3. Plaques, single or multiple and critical.
If amenable to angioplasty and stenting, it would be done either ad hoc, or staged, depending on complexities and number of lesions..

If complex and nature of lesions borderline, in between BYpass CABG surgery and endoluminal techniques seemed to be of equal standing, I would stop the procedure right there, and discuss the angio the next day for pt to deliberate and discuss.......or even get a 2nd opinion, if he wish.

4. Multiple lesions and diffusely diseased, involving both the medium size middle portion as well as the small tributaries and branches....in which case, both CABG and endoluminal technique are not optimum modalities of treatment strategy.
He is only for " optimization of medical therapy ".
A euphemism actually. 
Not a nice scenario to be in , at any age.
We see this often in pt with long standing diabetics

I personally would not wish to be in this group.




The 'coros' that follow that same evening........


A coronary angiogram view of the left coronary artery. Here the Left Anterior Descending Artery is missing. It is 99 % totally occluded and one can only see a small blot in the centre of the cine picture, just a 'ghost' view of rthe remnant of the LAD, supposed to be biggest artery supplying the front portion of the most important 'piston' in the heart, the left ventricle.

































With a wee bit of 'persuasion' and difficulty, i successfully passed a 14th thousand of an inch diameter guide wire,
sonne blue wire, passed across the occlusion...when this is done, 80 % of the " battle" is won...
since opening the occluded artery and subsequent placement of stent is contingent on having a metallic wire passed the site of occlusion...it act as a " railway line for balloon and stent delivery in the artery.


















































An appropriate balloon is then slided over the wire and expanded up to appropriate atmospheric pressure to open up the occlusion...when this step is deemed adequate, the balloon is taken out, and the artery is then ready for stent placement.

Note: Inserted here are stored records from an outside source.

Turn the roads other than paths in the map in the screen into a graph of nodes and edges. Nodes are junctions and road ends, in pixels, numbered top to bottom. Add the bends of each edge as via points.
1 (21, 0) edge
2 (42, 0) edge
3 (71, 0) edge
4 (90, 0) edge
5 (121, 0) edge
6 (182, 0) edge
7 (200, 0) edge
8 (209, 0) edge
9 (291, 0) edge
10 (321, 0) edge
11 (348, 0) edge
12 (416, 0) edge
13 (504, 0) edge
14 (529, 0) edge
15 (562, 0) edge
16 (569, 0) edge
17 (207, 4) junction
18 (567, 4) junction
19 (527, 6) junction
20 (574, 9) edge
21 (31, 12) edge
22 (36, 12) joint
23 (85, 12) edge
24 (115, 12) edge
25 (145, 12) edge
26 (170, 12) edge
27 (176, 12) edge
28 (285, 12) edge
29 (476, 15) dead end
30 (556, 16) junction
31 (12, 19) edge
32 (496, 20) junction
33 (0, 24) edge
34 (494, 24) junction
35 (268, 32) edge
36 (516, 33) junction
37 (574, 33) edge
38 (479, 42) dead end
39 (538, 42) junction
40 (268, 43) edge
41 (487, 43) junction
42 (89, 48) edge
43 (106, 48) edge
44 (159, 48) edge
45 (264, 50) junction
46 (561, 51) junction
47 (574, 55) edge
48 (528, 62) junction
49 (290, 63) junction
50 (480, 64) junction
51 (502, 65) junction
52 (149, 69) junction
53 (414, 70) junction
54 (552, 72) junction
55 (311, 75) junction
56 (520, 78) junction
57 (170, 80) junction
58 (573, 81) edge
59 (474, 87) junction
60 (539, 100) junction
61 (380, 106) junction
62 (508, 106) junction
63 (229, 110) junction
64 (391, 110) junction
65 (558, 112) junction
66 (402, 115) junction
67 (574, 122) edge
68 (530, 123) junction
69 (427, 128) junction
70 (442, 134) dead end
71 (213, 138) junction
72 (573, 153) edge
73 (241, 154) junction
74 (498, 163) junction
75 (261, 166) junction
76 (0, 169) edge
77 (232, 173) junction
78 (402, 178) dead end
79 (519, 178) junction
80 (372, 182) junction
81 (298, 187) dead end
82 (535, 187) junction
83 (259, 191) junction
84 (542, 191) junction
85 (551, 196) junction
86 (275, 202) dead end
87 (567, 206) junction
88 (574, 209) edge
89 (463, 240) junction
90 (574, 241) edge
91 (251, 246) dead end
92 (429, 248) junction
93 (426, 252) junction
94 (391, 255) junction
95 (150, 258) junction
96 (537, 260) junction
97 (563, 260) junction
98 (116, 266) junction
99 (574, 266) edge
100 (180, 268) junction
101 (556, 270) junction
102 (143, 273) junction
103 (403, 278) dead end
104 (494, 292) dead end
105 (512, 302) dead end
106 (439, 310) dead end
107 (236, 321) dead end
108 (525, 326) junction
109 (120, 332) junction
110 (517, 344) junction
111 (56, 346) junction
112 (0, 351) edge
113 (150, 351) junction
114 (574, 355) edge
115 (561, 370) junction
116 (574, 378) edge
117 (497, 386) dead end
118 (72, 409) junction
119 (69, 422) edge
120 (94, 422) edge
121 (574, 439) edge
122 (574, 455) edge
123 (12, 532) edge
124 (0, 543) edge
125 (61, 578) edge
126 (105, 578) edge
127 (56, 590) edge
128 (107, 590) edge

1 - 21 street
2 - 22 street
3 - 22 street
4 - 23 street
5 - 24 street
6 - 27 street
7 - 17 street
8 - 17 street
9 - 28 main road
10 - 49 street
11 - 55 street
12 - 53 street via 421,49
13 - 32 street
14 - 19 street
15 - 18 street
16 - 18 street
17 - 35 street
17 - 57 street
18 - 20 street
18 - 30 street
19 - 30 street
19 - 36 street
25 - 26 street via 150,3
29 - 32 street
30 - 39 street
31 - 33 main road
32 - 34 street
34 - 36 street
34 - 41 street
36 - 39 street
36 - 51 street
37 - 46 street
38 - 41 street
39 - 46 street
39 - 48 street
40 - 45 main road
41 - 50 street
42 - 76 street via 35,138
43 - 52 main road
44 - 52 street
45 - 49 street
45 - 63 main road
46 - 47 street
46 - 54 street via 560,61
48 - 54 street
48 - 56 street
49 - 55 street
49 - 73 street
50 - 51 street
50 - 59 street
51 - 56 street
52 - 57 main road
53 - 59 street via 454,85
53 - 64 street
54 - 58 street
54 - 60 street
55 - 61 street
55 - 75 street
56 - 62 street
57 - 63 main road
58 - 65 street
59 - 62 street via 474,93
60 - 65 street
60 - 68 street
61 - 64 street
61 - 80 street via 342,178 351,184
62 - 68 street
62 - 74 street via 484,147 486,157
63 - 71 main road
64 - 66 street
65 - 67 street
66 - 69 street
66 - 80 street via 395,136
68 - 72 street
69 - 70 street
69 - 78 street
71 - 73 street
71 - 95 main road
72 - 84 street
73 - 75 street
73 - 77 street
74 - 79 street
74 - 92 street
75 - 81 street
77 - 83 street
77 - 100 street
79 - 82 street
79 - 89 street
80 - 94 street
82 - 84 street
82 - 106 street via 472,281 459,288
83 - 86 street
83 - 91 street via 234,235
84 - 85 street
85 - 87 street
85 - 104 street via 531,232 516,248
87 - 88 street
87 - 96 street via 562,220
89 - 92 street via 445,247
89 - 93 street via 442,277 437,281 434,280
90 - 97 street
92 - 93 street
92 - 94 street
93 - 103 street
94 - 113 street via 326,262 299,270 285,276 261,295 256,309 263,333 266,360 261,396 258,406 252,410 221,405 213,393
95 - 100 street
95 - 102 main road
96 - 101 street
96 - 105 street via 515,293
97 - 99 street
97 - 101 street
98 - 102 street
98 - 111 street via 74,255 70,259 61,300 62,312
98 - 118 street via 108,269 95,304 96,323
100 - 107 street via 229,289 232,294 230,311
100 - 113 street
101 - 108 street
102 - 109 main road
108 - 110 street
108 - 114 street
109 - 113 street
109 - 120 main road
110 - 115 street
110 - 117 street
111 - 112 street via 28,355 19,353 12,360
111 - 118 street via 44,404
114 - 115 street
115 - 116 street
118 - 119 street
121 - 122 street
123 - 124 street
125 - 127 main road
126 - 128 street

This is the final cine after stent deployment at high pressures between 16 to 20 atm pressure...the occluded Left Anterior Descending Artery is a really big dominant artery in this young man!!!
The whole procedure took about an hour an a quarter.

I was quite"lucky" with him actually, since the wiring into the occluded artery just took me less than 5 minutes.
It could well be much much longer.


I remember chatting away with pt about his recent trip to a Musang King durian plantation and the nice time he had there!....Oftentimes a necessary diversion, to keep what actually is a quite considerable tense an hour or two for pts like him, lying flat on the radiological table, fully draped and strerilised from the neck down to his feet, with myself and my scrub nurse, working thru a small needle size hole via his femoral artery......" playing video game of sort", with help of
an overhead radiological image intensifier

As you can see, these procedures are all done under only light sedation, to keep risk lower , as doing under GA would entails another additional risk, apart from an additional unwarranted cost.

My game plan most time is to ask my pt to concentrate on his favourite zikr while we work, if he or she is Muslim, but this time the young man was a 'bundle of nerves', so the 'Musang King' or "nasi Beriani" diversion was a necessary adjunct.



Pt was discharged well the next day on low dose aspirin and plavix and a statin to bring down his ldl cholesterol to below 1.4 mmol.

................................................


PS :

I am reminded of a car mechanic and a top American cardiologist in Idaho
The mechanic, after repairing the cardiologist sleek looking Mustang, handed him a rather hefty, atypical bill, definitely double the usual  Idaho 'going rate'.

" Why sooo much? ", quipped the cardio
" Doc, my bill is just peanuts compared to yours! "
" Well young man......your bill will not be peanuts, if you can repair my burst gaskets while the engine is still on! ", replied the cardiologist.